The Paper Palace

Home > Other > The Paper Palace > Page 7
The Paper Palace Page 7

by Miranda Cowley Heller


  There’s the sound of gravel and sand, Peter’s car pulling in. I brace myself for whatever is coming. Everything? Nothing? Something in between? This powerless moment. Not knowing what to expect. I hear him walking down the path toward me and my stomach does a slight free fall. I turn my back to the screen door, settle my body into a neutral position on the sofa, and pick up my book so he won’t be able to read me, either. It’s all judo. But he heads past the porch and walks down toward the cabins.

  “Jack, open up!” He bangs on the cabin door. “Out. Now.”

  I turn around and try to read Peter’s face from where I’m sitting. Jack emerges and sits down beside his father on the steps. I can’t hear them, but I see Peter talking emphatically, Jack listening with a sullen glare, then bursting into laughter. My entire body unclenches in relief. My husband and my tall, lanky son get up and walk toward me. They are both smiling.
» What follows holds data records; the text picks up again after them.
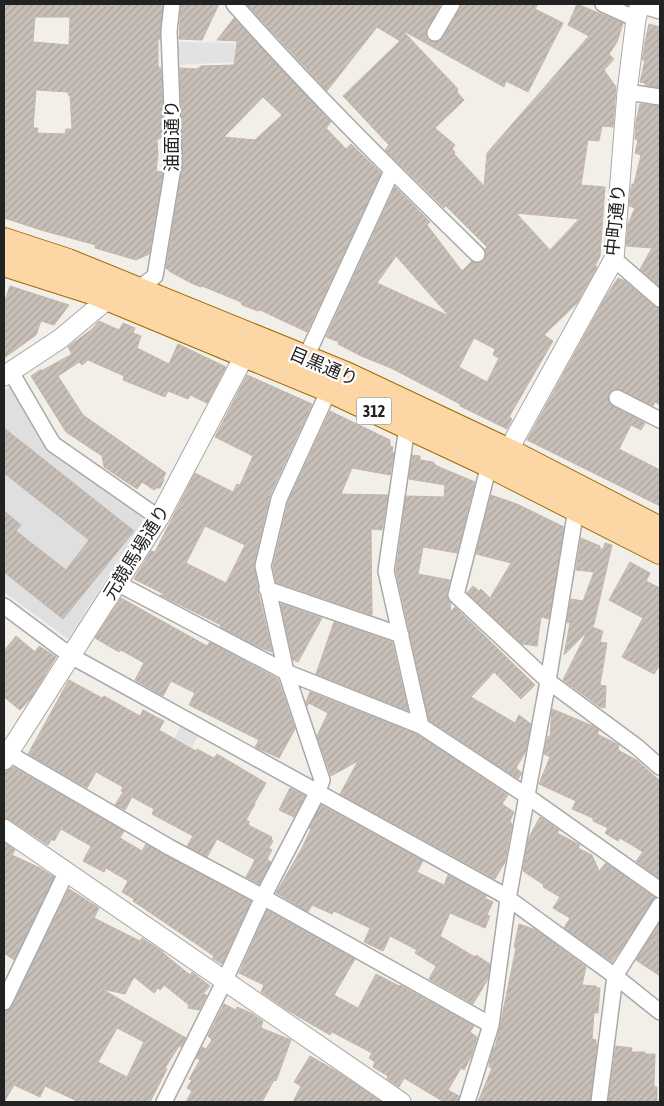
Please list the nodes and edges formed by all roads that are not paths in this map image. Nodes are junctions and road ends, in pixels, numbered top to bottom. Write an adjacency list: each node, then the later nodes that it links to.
1 (172, 4): 15 (street, 油面通り)
2 (234, 4): 10 (street)
3 (452, 4): 7 (street)
4 (604, 4): 5 (street)
5 (639, 9): 6 (street); 8 (street, 中町通り)
6 (660, 11)
7 (435, 33)
8 (627, 92): 9 (street); 13 (street, 中町通り)
9 (660, 97)
10 (392, 171): 12 (street); 19 (street)
11 (4, 240): 15 (main road, 目黒通り / 312)
12 (477, 254)
13 (614, 259): 17 (street); 25 (street, 中町通り)
14 (4, 264): 16 (main road, 目黒通り / 312)
15 (137, 290): 16 (street); 18 (main road, 目黒通り / 312)
16 (109, 298): 18 (main road, 目黒通り / 312); 20 (street)
17 (660, 299)
18 (250, 345): 19 (main road, 目黒通り / 312); 21 (main road, 目黒通り / 312); 27 (street, 元競馬場通り)
19 (306, 357): 25 (main road, 目黒通り / 312)
20 (8, 374): 27 (street)
21 (329, 390): 24 (main road, 目黒通り / 312); 31 (street)
22 (617, 398): 23 (street)
23 (660, 420)
24 (407, 427): 25 (main road, 目黒通り / 312); 33 (street)
25 (500, 462): 26 (main road, 目黒通り / 312); 28 (main road, 目黒通り / 312); 36 (street)
26 (576, 509): 29 (main road, 目黒通り / 312); 36 (street)
27 (159, 518): 30 (street, 元競馬場通り)
28 (660, 528)
29 (660, 552)
30 (118, 583): 34 (street, 元競馬場通り); 35 (street)
31 (267, 589): 33 (street); 35 (street)
32 (4, 606): 34 (street)
33 (400, 635): 37 (street)
34 (71, 656): 38 (street, 元競馬場通り); 40 (street)
35 (286, 672): 37 (street); 40 (street)
36 (548, 681): 39 (street); 41 (street)
37 (421, 726): 41 (street)
38 (6, 757): 45 (street)
39 (660, 767)
40 (317, 793): 45 (street); 46 (street)
41 (527, 796): 44 (street); 46 (street)
42 (4, 829): 43 (street)
43 (66, 873): 49 (street); 50 (street)
44 (660, 890)
45 (263, 897): 49 (street); 52 (street)
46 (508, 899): 48 (street); 52 (street)
47 (660, 906): 48 (street)
48 (614, 976): 51 (street); 56 (street)
49 (224, 982): 53 (street); 54 (street)
50 (4, 1002)
51 (660, 1012)
52 (490, 1025): 55 (street)
53 (164, 1102)
54 (401, 1102)
55 (467, 1102)
56 (599, 1102)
  “Have you calmed down a bit, missus?” Peter reaches into his pocket for his cigarettes, pats down his pockets for a lighter. “I’ve brought you your sheepish son. He understands that he behaved like a little shit and must never, ever speak to his mother that way again. Apologize to your mother.” He ruffles Jack’s hair.

  “Sorry, Mom.”

  “And . . .” Peter prompts.

  “And I will never, ever speak to you like that again,” Jack says.

  Peter takes me by both hands and pulls me up off the sofa. “Cheer up, grumpy. See? Your son loves you. Now—beach-ward?” He goes to the porch door and yells to Maddy and Finn. “Oi! Out of the pond. We’re leaving in five minutes.”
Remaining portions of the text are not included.